They believe a community should be one that meets throughout the week to enjoy relationship with each other and with God, and is not restricted to any one day or meeting.

They are willing to pay the cost that comes with developing relationships.

They want to see this as a place where people belong because they are connected and on the journey, not a place where they can only belong if they turn up at a particular time, day and place.

They want to see a community that really believes in mission, that not only welcomes in strangers, but expects and allows the community to change due to what that new person brings with them.

They believe church is about participation and engagement of the majority, rather than being consumerist and led by a few specialists.

They are tired of being told the same stuff and want to discover together how to live Christian spirituality in their world!

They long for their experience of church to inform their experience of the world and vice versa.

This journey will be tough.

Some won’t want to embark on it. Others will.

I am not looking for something better than church as we know it.

I am looking for something equally valuable.

Something to add to the mixed economy of church.

But I’m putting this out there as I would really love to meet other people that share this vision.

So …. if that sounds like you …. get in touch soon. If that’s not you but you think you know people that it might be for …. please pass this on. Whatever …. please pray for us as we move forward into the unknown! 

moving along in harmony

DSC_1165aAnother two weeks has passed since my last blog … it’s gone in a flash, but as I look back I can see that quite a few things have happened and so the mist of uncertainty has lifted for brief moments so I can imagine possible lights of ideas ahead of me.

I have nearly spoken with every person that regularly attend Holy Trinity here on the Peninsula.

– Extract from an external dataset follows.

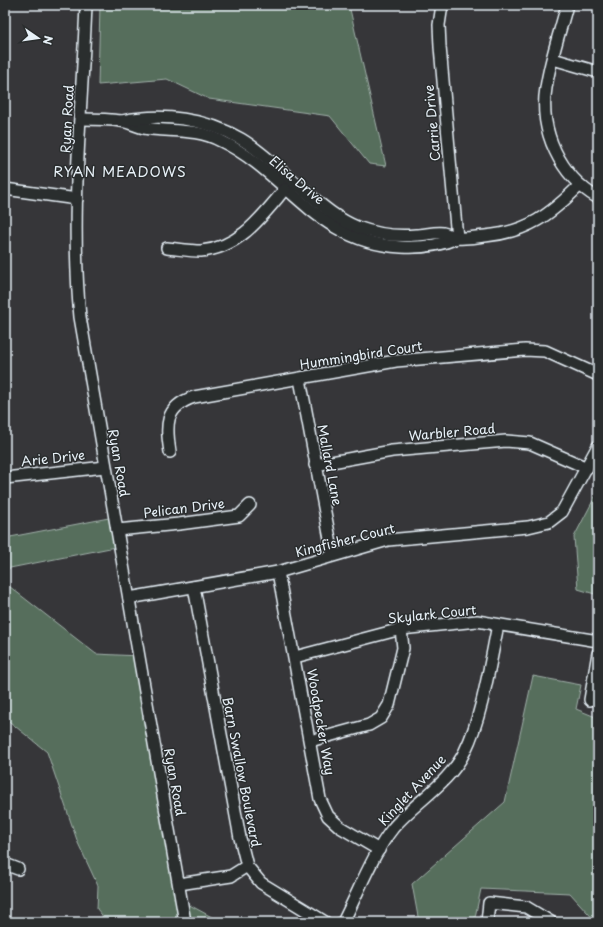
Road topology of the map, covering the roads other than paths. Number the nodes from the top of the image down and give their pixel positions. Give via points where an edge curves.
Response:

At my licensing the bishop was incredibly permission giving, and was very open about the fact that I am here to aid change. he said I was here to do things differently. Without exception it seems the people of HT are up for change. No one wants to stay the same, everyone knows we need to do something different. Change will happen!

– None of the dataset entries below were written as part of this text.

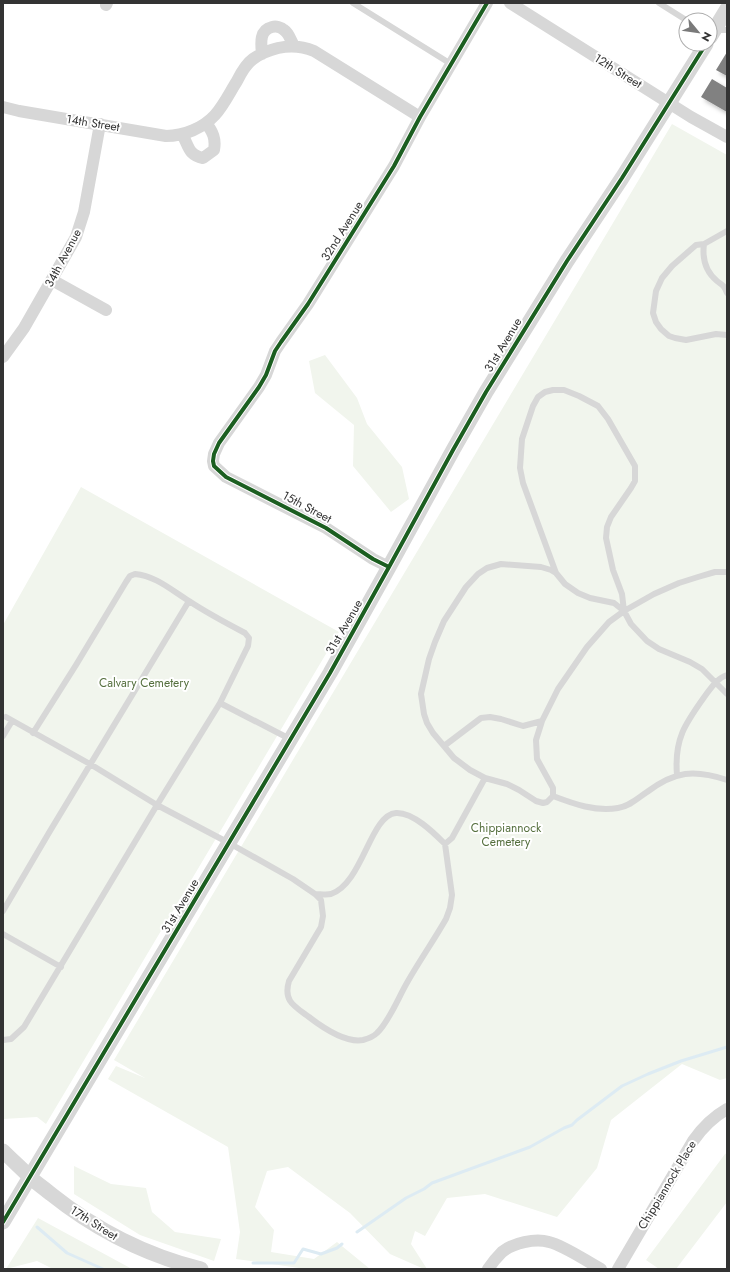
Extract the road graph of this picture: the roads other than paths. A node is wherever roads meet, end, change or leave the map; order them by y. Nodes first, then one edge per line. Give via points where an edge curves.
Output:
1 (353, 3) edge
2 (487, 3) edge
3 (510, 3) edge
4 (659, 3) edge
5 (727, 9) edge
6 (678, 15) edge
7 (718, 26) edge
8 (294, 46) junction
9 (701, 52) edge
10 (262, 54) junction
11 (451, 64) junction
12 (669, 102) junction
13 (3, 107) edge
14 (420, 117) junction
15 (206, 122) junction
16 (100, 124) junction
17 (182, 134) junction
18 (727, 137) edge
19 (727, 231) edge
20 (704, 244) junction
21 (52, 280) junction
22 (727, 292) edge
23 (106, 310) dead end
24 (727, 335) edge
25 (3, 357) edge
26 (214, 466) joint
27 (389, 567) junction
28 (556, 572) junction
29 (727, 572) edge
30 (189, 601) junction
31 (624, 611) junction
32 (727, 675) edge
33 (716, 683) junction
34 (727, 694) edge
35 (220, 703) junction
36 (6, 717) dead end
37 (12, 721) junction
38 (542, 721) junction
39 (33, 733) junction
40 (3, 736) edge
41 (290, 739) junction
42 (444, 746) junction
43 (90, 764) junction
44 (677, 775) junction
45 (485, 778) junction
46 (727, 780) edge
47 (553, 796) junction
48 (157, 805) junction
49 (229, 843) junction
50 (445, 844) junction
51 (315, 894) junction
52 (3, 912) edge
53 (3, 934) edge
54 (60, 967) junction
55 (3, 1040) edge
56 (727, 1109) edge
57 (3, 1151) edge
58 (30, 1177) junction
59 (3, 1222) edge
60 (201, 1269) edge
61 (488, 1269) edge
62 (601, 1269) edge
63 (618, 1269) edge

1 - 11 lane
2 - 11 street, 32nd Avenue
3 - 12 street, 12th Street
4 - 6 lane
5 - 7 street
8 - 10 street, 14th Street via 272,49
8 - 10 street via 285,30 269,28 261,37
8 - 14 street, 14th Street via 314,51
9 - 12 street, 31st Avenue
10 - 15 street, 14th Street via 248,63 219,110
11 - 14 street, 32nd Avenue
12 - 18 street, 12th Street
12 - 27 street, 31st Avenue via 486,392
13 - 16 street, 14th Street
14 - 26 street, 32nd Avenue via 394,166 319,287 275,352 263,381 220,443 214,454
15 - 17 street, 14th Street
15 - 17 street via 214,135 215,143 214,150 204,158 191,153
16 - 17 street, 14th Street via 166,136
16 - 21 street, 34th Avenue via 81,223
19 - 20 lane
20 - 22 lane via 704,263 707,270 725,286
20 - 24 lane via 696,245 662,278 656,291 653,313 661,329 675,338 686,340 716,334
21 - 23 street
21 - 25 street, 34th Avenue via 24,328
26 - 27 street, 15th Street via 226,476 326,528
27 - 41 street, 31st Avenue via 334,667
28 - 31 lane via 565,584 578,593 614,603
28 - 31 lane via 523,483 520,468 522,439 538,397 545,392 564,390 598,406 635,466 635,481 611,517 606,538 613,570 622,594
28 - 42 lane via 540,567 494,565 478,574 457,600 435,642 420,694 427,723
29 - 31 lane via 715,572 679,583
30 - 35 lane via 249,638 248,646
30 - 39 lane via 151,577 135,574 130,576
30 - 43 lane
31 - 33 lane via 631,624 647,641 702,669
31 - 38 lane via 604,627 587,647 558,689
32 - 33 lane
33 - 34 lane
33 - 44 lane via 684,727 678,748
35 - 41 lane
35 - 48 lane
36 - 37 lane
37 - 39 lane
37 - 40 lane
38 - 42 lane via 523,726 501,718 482,718
38 - 47 lane via 536,740 537,759 553,788
39 - 43 lane
41 - 49 street, 31st Avenue
42 - 45 lane via 461,764
43 - 48 lane
43 - 52 lane
44 - 46 lane via 711,774
44 - 47 lane via 619,808 599,810
45 - 47 lane via 507,784 543,803
45 - 50 lane via 452,838
48 - 49 lane
48 - 54 lane
49 - 51 lane
49 - 58 street, 31st Avenue
50 - 51 lane via 419,821 397,813 388,816 375,833 345,885 329,894
50 - 51 lane via 452,895 446,918 384,1024 376,1034 363,1040 343,1038 314,1021 288,997 286,989 289,981 321,927 322,904
53 - 54 lane
54 - 55 lane via 24,1027 11,1039
56 - 63 street, Chippiannock Place via 708,1122 693,1141
57 - 58 street, 17th Street
58 - 59 street, 31st Avenue
58 - 60 street, 17th Street via 87,1221 114,1236 159,1257
61 - 62 street via 502,1252 511,1246 548,1241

I love being part of this community of Holy Trinity that are sold out on being something that makes a real positive difference in our community life.

As I have listened to people, people that I am here to serve, some common threads have come out. It would not be right to share them publicly until after we have chatted as HT. One thing, though, that I can share that has been very clear is this …. everyone agrees that 11am on a Sunday morning is not the correct time for us to meet. This will change. It has to change because it is obviously not the right time for the people of the peninsula. It’s refreshing to be part of a group that can see that and ‘get’ that we are here to serve this community.

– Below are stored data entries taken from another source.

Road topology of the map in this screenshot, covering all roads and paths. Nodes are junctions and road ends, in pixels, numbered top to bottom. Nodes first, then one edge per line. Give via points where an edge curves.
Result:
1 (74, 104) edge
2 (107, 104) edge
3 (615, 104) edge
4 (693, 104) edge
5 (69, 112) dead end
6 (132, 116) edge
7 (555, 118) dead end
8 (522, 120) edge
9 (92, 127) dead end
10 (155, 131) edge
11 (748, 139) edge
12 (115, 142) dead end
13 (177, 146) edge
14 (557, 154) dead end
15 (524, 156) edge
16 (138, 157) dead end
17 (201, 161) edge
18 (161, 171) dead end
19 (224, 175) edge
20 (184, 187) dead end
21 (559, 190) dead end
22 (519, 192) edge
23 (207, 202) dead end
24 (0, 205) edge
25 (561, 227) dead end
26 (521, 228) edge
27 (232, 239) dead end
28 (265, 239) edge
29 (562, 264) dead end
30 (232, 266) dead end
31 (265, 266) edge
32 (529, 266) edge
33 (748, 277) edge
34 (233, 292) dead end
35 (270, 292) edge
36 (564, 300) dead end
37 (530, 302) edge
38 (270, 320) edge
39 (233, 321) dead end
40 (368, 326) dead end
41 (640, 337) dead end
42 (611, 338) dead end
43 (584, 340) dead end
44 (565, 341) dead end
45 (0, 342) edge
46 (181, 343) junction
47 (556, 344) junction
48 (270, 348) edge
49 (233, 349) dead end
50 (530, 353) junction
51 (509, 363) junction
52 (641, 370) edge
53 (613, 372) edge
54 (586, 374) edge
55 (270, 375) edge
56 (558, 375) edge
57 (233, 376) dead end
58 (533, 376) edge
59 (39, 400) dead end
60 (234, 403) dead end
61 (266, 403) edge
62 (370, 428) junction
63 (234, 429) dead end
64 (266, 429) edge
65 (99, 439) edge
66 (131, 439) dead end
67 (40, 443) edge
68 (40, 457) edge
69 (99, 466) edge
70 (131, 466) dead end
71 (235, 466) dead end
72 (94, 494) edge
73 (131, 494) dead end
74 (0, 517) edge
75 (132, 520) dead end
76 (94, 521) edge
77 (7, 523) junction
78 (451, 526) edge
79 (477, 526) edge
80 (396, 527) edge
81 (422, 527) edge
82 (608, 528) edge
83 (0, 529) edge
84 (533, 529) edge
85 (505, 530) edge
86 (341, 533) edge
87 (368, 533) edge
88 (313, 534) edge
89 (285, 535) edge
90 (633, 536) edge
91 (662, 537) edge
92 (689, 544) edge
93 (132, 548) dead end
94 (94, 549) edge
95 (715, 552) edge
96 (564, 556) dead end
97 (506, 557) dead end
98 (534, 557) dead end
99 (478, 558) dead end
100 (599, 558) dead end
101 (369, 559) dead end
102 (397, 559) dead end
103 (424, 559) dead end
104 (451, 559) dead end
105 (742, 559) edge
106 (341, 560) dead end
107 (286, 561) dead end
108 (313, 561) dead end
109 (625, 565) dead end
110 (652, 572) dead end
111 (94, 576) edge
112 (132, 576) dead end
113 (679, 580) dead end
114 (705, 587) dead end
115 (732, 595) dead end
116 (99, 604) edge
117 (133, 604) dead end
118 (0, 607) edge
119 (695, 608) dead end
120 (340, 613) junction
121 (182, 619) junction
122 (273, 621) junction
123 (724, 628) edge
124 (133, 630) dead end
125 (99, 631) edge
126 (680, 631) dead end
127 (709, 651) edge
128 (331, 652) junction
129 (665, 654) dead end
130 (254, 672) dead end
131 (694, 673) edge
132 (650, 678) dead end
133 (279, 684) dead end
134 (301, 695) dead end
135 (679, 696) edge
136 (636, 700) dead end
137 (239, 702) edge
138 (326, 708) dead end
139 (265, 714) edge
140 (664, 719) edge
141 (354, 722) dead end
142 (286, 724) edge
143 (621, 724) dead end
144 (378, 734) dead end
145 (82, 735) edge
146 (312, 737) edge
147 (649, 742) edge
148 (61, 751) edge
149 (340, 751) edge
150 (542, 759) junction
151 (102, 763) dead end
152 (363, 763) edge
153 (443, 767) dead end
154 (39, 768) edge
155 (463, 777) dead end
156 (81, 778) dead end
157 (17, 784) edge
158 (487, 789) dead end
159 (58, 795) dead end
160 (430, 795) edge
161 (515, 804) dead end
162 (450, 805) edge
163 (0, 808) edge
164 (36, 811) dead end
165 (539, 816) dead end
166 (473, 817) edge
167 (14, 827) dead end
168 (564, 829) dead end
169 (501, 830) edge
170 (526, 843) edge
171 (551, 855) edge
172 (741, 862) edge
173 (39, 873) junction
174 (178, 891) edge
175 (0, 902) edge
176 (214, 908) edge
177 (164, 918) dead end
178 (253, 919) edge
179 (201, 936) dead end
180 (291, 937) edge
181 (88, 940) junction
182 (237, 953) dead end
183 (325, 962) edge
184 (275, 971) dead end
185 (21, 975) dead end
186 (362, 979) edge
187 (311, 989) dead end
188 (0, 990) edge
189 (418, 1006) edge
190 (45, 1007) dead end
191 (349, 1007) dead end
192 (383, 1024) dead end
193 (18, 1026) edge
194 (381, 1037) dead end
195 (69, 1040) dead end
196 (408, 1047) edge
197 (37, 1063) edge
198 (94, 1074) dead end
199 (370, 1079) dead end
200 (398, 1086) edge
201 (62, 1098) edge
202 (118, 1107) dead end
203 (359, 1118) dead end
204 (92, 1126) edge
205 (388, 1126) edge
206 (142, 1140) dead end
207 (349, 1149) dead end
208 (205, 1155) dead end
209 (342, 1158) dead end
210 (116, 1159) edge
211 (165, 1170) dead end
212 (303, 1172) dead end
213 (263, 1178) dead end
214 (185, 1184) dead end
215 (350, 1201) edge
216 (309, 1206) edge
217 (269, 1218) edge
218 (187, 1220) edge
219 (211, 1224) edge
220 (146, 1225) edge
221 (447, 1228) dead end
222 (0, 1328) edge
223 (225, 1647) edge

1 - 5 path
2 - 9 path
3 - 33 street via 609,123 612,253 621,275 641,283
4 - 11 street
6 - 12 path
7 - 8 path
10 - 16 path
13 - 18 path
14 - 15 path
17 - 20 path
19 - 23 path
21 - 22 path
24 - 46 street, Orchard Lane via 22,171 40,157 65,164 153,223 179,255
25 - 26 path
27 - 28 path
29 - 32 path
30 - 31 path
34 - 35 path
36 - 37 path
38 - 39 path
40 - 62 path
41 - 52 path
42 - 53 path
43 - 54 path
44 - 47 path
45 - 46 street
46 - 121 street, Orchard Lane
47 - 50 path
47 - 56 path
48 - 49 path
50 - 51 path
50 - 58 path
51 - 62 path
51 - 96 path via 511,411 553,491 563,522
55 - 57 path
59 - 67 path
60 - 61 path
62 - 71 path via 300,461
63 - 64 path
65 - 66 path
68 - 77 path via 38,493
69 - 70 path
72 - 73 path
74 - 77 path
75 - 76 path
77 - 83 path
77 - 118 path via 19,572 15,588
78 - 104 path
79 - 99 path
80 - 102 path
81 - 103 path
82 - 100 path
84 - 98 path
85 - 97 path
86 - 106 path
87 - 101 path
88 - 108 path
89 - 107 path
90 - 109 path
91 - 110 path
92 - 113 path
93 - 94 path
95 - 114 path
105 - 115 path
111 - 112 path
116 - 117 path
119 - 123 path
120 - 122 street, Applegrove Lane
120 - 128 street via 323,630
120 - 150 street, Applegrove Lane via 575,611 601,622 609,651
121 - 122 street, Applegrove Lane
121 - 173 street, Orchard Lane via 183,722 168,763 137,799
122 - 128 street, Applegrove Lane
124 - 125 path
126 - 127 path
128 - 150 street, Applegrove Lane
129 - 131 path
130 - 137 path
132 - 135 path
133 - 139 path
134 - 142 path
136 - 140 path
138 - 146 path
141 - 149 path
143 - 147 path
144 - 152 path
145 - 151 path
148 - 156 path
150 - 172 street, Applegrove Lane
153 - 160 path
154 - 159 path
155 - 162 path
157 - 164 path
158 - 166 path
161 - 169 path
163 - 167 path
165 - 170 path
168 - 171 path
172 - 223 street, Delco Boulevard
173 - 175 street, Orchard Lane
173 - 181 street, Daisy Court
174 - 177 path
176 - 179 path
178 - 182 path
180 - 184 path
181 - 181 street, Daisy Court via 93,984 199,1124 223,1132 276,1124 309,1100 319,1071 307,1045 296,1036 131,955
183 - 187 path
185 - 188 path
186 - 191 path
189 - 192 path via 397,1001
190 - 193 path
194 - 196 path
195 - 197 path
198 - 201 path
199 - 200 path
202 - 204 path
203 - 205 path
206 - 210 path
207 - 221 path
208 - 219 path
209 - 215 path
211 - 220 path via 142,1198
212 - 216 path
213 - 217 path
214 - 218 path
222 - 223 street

I have some ideas of what we may look like over the next few months. In some ways I could speed the process up by suggesting certain changes … but I really do not believe that is the way to work. If we are going to move forward together in a way that means something for the wider community here then we need to move slowly, listening intently to each other and those we seek to serve. We need to discover more of what God is doing and then join with God rather than develop our own little ideas. I really do not know of any better way to start something new.

The next step, as I see it, after I have listened to everyone who is currently part of HT is to eat together as we seek a way forward. I’m feeling quite excited by this thought and can’t help but think what a great privilege and how exciting the way forward is. Maybe I should feel more daunted or scared at the scale of the task (and sometimes that is very evident in my heard!) but at the moment I feel quite simply that we are on track and need to keep listening and moving together.

Interestingly I think harmony says something about what we are trying to do at this point in time. I say interestingly because the schools theme for collective worship this term has been ‘harmony’. Harmony talks of cooperation and friendship.  It declares unity and conveys empathy. It breathes peace and understanding. It emits order and integrity. It sings of richness and melody. It serenades of blend and harmony.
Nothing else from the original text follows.